(Raw data begins)

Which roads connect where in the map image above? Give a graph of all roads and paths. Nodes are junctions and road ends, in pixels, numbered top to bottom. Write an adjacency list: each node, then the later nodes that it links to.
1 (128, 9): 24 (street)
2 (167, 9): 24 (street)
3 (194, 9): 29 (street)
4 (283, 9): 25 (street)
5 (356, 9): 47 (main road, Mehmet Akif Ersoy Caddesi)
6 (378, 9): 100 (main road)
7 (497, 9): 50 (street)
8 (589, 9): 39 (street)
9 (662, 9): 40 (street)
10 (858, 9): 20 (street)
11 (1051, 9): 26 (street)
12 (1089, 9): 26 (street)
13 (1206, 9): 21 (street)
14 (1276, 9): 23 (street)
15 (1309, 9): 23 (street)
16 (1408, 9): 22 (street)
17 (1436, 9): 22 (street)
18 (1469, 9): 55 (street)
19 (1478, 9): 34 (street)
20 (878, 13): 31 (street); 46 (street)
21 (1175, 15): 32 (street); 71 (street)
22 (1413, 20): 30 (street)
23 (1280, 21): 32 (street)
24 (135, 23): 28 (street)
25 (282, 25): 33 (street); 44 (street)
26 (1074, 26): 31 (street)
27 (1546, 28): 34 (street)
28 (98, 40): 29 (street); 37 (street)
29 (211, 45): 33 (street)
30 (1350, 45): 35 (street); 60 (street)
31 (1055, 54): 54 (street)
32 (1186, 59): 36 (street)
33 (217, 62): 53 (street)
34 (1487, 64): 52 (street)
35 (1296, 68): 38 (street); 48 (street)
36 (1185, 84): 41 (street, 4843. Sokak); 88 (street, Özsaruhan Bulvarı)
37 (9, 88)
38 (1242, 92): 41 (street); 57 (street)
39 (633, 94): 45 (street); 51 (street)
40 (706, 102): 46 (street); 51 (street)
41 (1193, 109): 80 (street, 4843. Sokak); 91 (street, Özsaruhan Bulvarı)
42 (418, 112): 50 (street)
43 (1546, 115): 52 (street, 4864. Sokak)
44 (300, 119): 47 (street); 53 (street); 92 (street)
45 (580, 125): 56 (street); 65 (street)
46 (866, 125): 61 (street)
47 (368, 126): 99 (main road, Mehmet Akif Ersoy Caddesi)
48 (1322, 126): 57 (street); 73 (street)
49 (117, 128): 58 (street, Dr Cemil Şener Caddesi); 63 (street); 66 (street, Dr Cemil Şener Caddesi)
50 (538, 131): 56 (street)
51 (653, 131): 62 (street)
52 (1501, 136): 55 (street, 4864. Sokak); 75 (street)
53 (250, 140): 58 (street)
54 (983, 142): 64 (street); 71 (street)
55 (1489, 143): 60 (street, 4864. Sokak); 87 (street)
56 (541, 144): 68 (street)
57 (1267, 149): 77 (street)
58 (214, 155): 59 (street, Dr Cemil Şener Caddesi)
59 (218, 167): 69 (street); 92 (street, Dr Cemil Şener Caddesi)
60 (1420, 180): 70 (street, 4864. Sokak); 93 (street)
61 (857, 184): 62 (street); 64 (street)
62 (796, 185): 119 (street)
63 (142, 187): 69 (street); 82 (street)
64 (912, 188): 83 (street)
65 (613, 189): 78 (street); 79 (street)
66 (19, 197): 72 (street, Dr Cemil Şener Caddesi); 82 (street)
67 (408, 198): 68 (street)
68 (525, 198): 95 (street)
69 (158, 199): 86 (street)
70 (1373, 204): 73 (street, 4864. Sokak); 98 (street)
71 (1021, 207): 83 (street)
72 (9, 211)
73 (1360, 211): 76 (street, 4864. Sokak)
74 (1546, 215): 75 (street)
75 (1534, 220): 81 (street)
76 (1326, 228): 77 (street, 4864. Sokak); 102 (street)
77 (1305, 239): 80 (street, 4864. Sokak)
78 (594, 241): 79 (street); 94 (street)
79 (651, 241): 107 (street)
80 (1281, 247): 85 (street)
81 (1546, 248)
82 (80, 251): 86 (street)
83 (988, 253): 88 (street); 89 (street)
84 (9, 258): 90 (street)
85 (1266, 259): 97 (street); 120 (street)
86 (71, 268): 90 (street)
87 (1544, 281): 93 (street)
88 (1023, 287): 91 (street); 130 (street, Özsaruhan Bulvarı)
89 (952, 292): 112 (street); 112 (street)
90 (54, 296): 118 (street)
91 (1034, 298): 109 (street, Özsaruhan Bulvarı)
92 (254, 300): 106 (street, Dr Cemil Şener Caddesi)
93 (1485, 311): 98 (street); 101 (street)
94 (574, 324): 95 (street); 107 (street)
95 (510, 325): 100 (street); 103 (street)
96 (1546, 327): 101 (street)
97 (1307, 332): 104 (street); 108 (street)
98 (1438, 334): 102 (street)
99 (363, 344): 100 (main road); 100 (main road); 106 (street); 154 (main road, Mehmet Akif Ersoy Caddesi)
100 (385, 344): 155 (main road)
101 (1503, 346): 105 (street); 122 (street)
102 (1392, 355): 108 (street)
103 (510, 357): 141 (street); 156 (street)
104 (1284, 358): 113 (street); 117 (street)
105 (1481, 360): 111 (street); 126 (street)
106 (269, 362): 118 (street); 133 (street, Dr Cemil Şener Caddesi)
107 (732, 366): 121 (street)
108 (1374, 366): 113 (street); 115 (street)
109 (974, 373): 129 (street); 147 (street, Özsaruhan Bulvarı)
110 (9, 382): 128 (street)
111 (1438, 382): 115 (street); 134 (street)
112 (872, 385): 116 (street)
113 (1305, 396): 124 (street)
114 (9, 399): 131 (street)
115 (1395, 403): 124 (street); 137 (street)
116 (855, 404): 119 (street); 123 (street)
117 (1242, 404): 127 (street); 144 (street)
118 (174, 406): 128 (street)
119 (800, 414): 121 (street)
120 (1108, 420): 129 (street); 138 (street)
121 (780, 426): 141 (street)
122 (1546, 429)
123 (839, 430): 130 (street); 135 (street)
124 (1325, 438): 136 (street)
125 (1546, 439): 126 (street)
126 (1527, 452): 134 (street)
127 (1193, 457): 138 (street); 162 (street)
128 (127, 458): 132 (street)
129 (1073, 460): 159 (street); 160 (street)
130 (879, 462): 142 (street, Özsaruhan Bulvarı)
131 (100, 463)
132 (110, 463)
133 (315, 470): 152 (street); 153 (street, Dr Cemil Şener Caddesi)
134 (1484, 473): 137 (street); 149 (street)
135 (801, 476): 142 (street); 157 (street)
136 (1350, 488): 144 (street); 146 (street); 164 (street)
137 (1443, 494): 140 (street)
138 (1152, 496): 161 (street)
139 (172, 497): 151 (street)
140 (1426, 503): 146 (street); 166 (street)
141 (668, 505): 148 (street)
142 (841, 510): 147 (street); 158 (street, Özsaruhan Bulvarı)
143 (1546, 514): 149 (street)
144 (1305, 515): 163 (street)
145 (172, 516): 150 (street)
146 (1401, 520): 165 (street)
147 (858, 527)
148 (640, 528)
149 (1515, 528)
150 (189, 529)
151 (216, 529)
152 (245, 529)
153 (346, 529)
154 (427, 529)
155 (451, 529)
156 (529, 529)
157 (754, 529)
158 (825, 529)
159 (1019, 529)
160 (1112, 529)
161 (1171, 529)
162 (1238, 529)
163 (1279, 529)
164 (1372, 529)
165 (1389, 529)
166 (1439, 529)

(Raw data ends)

Exercise objective: Word for word, give the records again.

Task response:
Which roads connect where in the map image above? Give a graph of all roads and paths. Nodes are junctions and road ends, in pixels, numbered top to bottom. Write an adjacency list: each node, then the later nodes that it links to.
1 (128, 9): 24 (street)
2 (167, 9): 24 (street)
3 (194, 9): 29 (street)
4 (283, 9): 25 (street)
5 (356, 9): 47 (main road, Mehmet Akif Ersoy Caddesi)
6 (378, 9): 100 (main road)
7 (497, 9): 50 (street)
8 (589, 9): 39 (street)
9 (662, 9): 40 (street)
10 (858, 9): 20 (street)
11 (1051, 9): 26 (street)
12 (1089, 9): 26 (street)
13 (1206, 9): 21 (street)
14 (1276, 9): 23 (street)
15 (1309, 9): 23 (street)
16 (1408, 9): 22 (street)
17 (1436, 9): 22 (street)
18 (1469, 9): 55 (street)
19 (1478, 9): 34 (street)
20 (878, 13): 31 (street); 46 (street)
21 (1175, 15): 32 (street); 71 (street)
22 (1413, 20): 30 (street)
23 (1280, 21): 32 (street)
24 (135, 23): 28 (street)
25 (282, 25): 33 (street); 44 (street)
26 (1074, 26): 31 (street)
27 (1546, 28): 34 (street)
28 (98, 40): 29 (street); 37 (street)
29 (211, 45): 33 (street)
30 (1350, 45): 35 (street); 60 (street)
31 (1055, 54): 54 (street)
32 (1186, 59): 36 (street)
33 (217, 62): 53 (street)
34 (1487, 64): 52 (street)
35 (1296, 68): 38 (street); 48 (street)
36 (1185, 84): 41 (street, 4843. Sokak); 88 (street, Özsaruhan Bulvarı)
37 (9, 88)
38 (1242, 92): 41 (street); 57 (street)
39 (633, 94): 45 (street); 51 (street)
40 (706, 102): 46 (street); 51 (street)
41 (1193, 109): 80 (street, 4843. Sokak); 91 (street, Özsaruhan Bulvarı)
42 (418, 112): 50 (street)
43 (1546, 115): 52 (street, 4864. Sokak)
44 (300, 119): 47 (street); 53 (street); 92 (street)
45 (580, 125): 56 (street); 65 (street)
46 (866, 125): 61 (street)
47 (368, 126): 99 (main road, Mehmet Akif Ersoy Caddesi)
48 (1322, 126): 57 (street); 73 (street)
49 (117, 128): 58 (street, Dr Cemil Şener Caddesi); 63 (street); 66 (street, Dr Cemil Şener Caddesi)
50 (538, 131): 56 (street)
51 (653, 131): 62 (street)
52 (1501, 136): 55 (street, 4864. Sokak); 75 (street)
53 (250, 140): 58 (street)
54 (983, 142): 64 (street); 71 (street)
55 (1489, 143): 60 (street, 4864. Sokak); 87 (street)
56 (541, 144): 68 (street)
57 (1267, 149): 77 (street)
58 (214, 155): 59 (street, Dr Cemil Şener Caddesi)
59 (218, 167): 69 (street); 92 (street, Dr Cemil Şener Caddesi)
60 (1420, 180): 70 (street, 4864. Sokak); 93 (street)
61 (857, 184): 62 (street); 64 (street)
62 (796, 185): 119 (street)
63 (142, 187): 69 (street); 82 (street)
64 (912, 188): 83 (street)
65 (613, 189): 78 (street); 79 (street)
66 (19, 197): 72 (street, Dr Cemil Şener Caddesi); 82 (street)
67 (408, 198): 68 (street)
68 (525, 198): 95 (street)
69 (158, 199): 86 (street)
70 (1373, 204): 73 (street, 4864. Sokak); 98 (street)
71 (1021, 207): 83 (street)
72 (9, 211)
73 (1360, 211): 76 (street, 4864. Sokak)
74 (1546, 215): 75 (street)
75 (1534, 220): 81 (street)
76 (1326, 228): 77 (street, 4864. Sokak); 102 (street)
77 (1305, 239): 80 (street, 4864. Sokak)
78 (594, 241): 79 (street); 94 (street)
79 (651, 241): 107 (street)
80 (1281, 247): 85 (street)
81 (1546, 248)
82 (80, 251): 86 (street)
83 (988, 253): 88 (street); 89 (street)
84 (9, 258): 90 (street)
85 (1266, 259): 97 (street); 120 (street)
86 (71, 268): 90 (street)
87 (1544, 281): 93 (street)
88 (1023, 287): 91 (street); 130 (street, Özsaruhan Bulvarı)
89 (952, 292): 112 (street); 112 (street)
90 (54, 296): 118 (street)
91 (1034, 298): 109 (street, Özsaruhan Bulvarı)
92 (254, 300): 106 (street, Dr Cemil Şener Caddesi)
93 (1485, 311): 98 (street); 101 (street)
94 (574, 324): 95 (street); 107 (street)
95 (510, 325): 100 (street); 103 (street)
96 (1546, 327): 101 (street)
97 (1307, 332): 104 (street); 108 (street)
98 (1438, 334): 102 (street)
99 (363, 344): 100 (main road); 100 (main road); 106 (street); 154 (main road, Mehmet Akif Ersoy Caddesi)
100 (385, 344): 155 (main road)
101 (1503, 346): 105 (street); 122 (street)
102 (1392, 355): 108 (street)
103 (510, 357): 141 (street); 156 (street)
104 (1284, 358): 113 (street); 117 (street)
105 (1481, 360): 111 (street); 126 (street)
106 (269, 362): 118 (street); 133 (street, Dr Cemil Şener Caddesi)
107 (732, 366): 121 (street)
108 (1374, 366): 113 (street); 115 (street)
109 (974, 373): 129 (street); 147 (street, Özsaruhan Bulvarı)
110 (9, 382): 128 (street)
111 (1438, 382): 115 (street); 134 (street)
112 (872, 385): 116 (street)
113 (1305, 396): 124 (street)
114 (9, 399): 131 (street)
115 (1395, 403): 124 (street); 137 (street)
116 (855, 404): 119 (street); 123 (street)
117 (1242, 404): 127 (street); 144 (street)
118 (174, 406): 128 (street)
119 (800, 414): 121 (street)
120 (1108, 420): 129 (street); 138 (street)
121 (780, 426): 141 (street)
122 (1546, 429)
123 (839, 430): 130 (street); 135 (street)
124 (1325, 438): 136 (street)
125 (1546, 439): 126 (street)
126 (1527, 452): 134 (street)
127 (1193, 457): 138 (street); 162 (street)
128 (127, 458): 132 (street)
129 (1073, 460): 159 (street); 160 (street)
130 (879, 462): 142 (street, Özsaruhan Bulvarı)
131 (100, 463)
132 (110, 463)
133 (315, 470): 152 (street); 153 (street, Dr Cemil Şener Caddesi)
134 (1484, 473): 137 (street); 149 (street)
135 (801, 476): 142 (street); 157 (street)
136 (1350, 488): 144 (street); 146 (street); 164 (street)
137 (1443, 494): 140 (street)
138 (1152, 496): 161 (street)
139 (172, 497): 151 (street)
140 (1426, 503): 146 (street); 166 (street)
141 (668, 505): 148 (street)
142 (841, 510): 147 (street); 158 (street, Özsaruhan Bulvarı)
143 (1546, 514): 149 (street)
144 (1305, 515): 163 (street)
145 (172, 516): 150 (street)
146 (1401, 520): 165 (street)
147 (858, 527)
148 (640, 528)
149 (1515, 528)
150 (189, 529)
151 (216, 529)
152 (245, 529)
153 (346, 529)
154 (427, 529)
155 (451, 529)
156 (529, 529)
157 (754, 529)
158 (825, 529)
159 (1019, 529)
160 (1112, 529)
161 (1171, 529)
162 (1238, 529)
163 (1279, 529)
164 (1372, 529)
165 (1389, 529)
166 (1439, 529)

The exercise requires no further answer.